** Dataset entries **
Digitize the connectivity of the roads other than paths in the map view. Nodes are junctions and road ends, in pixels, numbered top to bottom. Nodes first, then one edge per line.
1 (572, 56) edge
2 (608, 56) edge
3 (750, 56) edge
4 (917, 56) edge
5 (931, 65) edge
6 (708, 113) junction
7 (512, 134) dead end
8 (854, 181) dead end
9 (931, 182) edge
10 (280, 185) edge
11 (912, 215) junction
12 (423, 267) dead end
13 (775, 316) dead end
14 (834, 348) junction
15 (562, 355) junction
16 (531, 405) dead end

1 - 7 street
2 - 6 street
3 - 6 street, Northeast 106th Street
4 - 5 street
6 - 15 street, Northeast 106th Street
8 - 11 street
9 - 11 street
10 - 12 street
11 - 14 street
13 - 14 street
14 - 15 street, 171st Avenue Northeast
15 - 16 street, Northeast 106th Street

** Task to complete **
Write out each entry again, leaving every word as it is.

** Reply to the task **
Digitize the connectivity of the roads other than paths in the map view. Nodes are junctions and road ends, in pixels, numbered top to bottom. Nodes first, then one edge per line.
1 (572, 56) edge
2 (608, 56) edge
3 (750, 56) edge
4 (917, 56) edge
5 (931, 65) edge
6 (708, 113) junction
7 (512, 134) dead end
8 (854, 181) dead end
9 (931, 182) edge
10 (280, 185) edge
11 (912, 215) junction
12 (423, 267) dead end
13 (775, 316) dead end
14 (834, 348) junction
15 (562, 355) junction
16 (531, 405) dead end

1 - 7 street
2 - 6 street
3 - 6 street, Northeast 106th Street
4 - 5 street
6 - 15 street, Northeast 106th Street
8 - 11 street
9 - 11 street
10 - 12 street
11 - 14 street
13 - 14 street
14 - 15 street, 171st Avenue Northeast
15 - 16 street, Northeast 106th Street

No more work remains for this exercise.